▸ Problem to work on
Identical copies of all the records below are needed.

▸ Material supplied
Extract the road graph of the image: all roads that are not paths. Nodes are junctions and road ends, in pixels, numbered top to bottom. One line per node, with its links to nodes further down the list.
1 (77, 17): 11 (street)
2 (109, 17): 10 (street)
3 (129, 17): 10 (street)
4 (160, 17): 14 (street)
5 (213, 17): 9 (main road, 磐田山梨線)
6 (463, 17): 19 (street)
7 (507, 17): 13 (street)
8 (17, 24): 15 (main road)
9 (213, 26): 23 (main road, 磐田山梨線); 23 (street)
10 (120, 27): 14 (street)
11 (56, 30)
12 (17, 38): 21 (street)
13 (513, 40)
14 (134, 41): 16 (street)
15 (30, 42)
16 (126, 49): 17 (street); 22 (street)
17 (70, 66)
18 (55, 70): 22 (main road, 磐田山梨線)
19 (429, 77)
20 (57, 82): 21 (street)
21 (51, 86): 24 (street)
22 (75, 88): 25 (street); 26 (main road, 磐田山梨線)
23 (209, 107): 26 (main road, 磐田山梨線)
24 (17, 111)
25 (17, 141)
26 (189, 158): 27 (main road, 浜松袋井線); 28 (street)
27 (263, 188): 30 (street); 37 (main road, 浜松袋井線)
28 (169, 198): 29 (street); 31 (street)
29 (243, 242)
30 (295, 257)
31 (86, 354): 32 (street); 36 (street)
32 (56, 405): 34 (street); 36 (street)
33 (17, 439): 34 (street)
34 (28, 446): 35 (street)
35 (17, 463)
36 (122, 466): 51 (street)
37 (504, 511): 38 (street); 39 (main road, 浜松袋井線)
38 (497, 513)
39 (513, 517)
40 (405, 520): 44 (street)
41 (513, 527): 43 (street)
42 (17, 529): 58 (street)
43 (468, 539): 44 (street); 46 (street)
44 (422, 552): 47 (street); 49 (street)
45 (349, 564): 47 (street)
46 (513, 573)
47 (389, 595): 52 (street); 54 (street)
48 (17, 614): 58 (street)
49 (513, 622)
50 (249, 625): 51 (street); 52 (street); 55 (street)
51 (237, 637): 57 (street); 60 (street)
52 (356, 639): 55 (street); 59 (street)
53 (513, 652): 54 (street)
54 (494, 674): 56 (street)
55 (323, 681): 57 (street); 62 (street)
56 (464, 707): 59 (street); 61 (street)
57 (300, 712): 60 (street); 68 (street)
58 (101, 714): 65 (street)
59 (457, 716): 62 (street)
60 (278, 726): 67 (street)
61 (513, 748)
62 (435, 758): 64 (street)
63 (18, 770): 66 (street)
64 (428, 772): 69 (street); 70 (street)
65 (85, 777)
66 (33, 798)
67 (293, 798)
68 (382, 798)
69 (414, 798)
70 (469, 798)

▸ The answer
Extract the road graph of the image: all roads that are not paths. Nodes are junctions and road ends, in pixels, numbered top to bottom. One line per node, with its links to nodes further down the list.
1 (77, 17): 11 (street)
2 (109, 17): 10 (street)
3 (129, 17): 10 (street)
4 (160, 17): 14 (street)
5 (213, 17): 9 (main road, 磐田山梨線)
6 (463, 17): 19 (street)
7 (507, 17): 13 (street)
8 (17, 24): 15 (main road)
9 (213, 26): 23 (main road, 磐田山梨線); 23 (street)
10 (120, 27): 14 (street)
11 (56, 30)
12 (17, 38): 21 (street)
13 (513, 40)
14 (134, 41): 16 (street)
15 (30, 42)
16 (126, 49): 17 (street); 22 (street)
17 (70, 66)
18 (55, 70): 22 (main road, 磐田山梨線)
19 (429, 77)
20 (57, 82): 21 (street)
21 (51, 86): 24 (street)
22 (75, 88): 25 (street); 26 (main road, 磐田山梨線)
23 (209, 107): 26 (main road, 磐田山梨線)
24 (17, 111)
25 (17, 141)
26 (189, 158): 27 (main road, 浜松袋井線); 28 (street)
27 (263, 188): 30 (street); 37 (main road, 浜松袋井線)
28 (169, 198): 29 (street); 31 (street)
29 (243, 242)
30 (295, 257)
31 (86, 354): 32 (street); 36 (street)
32 (56, 405): 34 (street); 36 (street)
33 (17, 439): 34 (street)
34 (28, 446): 35 (street)
35 (17, 463)
36 (122, 466): 51 (street)
37 (504, 511): 38 (street); 39 (main road, 浜松袋井線)
38 (497, 513)
39 (513, 517)
40 (405, 520): 44 (street)
41 (513, 527): 43 (street)
42 (17, 529): 58 (street)
43 (468, 539): 44 (street); 46 (street)
44 (422, 552): 47 (street); 49 (street)
45 (349, 564): 47 (street)
46 (513, 573)
47 (389, 595): 52 (street); 54 (street)
48 (17, 614): 58 (street)
49 (513, 622)
50 (249, 625): 51 (street); 52 (street); 55 (street)
51 (237, 637): 57 (street); 60 (street)
52 (356, 639): 55 (street); 59 (street)
53 (513, 652): 54 (street)
54 (494, 674): 56 (street)
55 (323, 681): 57 (street); 62 (street)
56 (464, 707): 59 (street); 61 (street)
57 (300, 712): 60 (street); 68 (street)
58 (101, 714): 65 (street)
59 (457, 716): 62 (street)
60 (278, 726): 67 (street)
61 (513, 748)
62 (435, 758): 64 (street)
63 (18, 770): 66 (street)
64 (428, 772): 69 (street); 70 (street)
65 (85, 777)
66 (33, 798)
67 (293, 798)
68 (382, 798)
69 (414, 798)
70 (469, 798)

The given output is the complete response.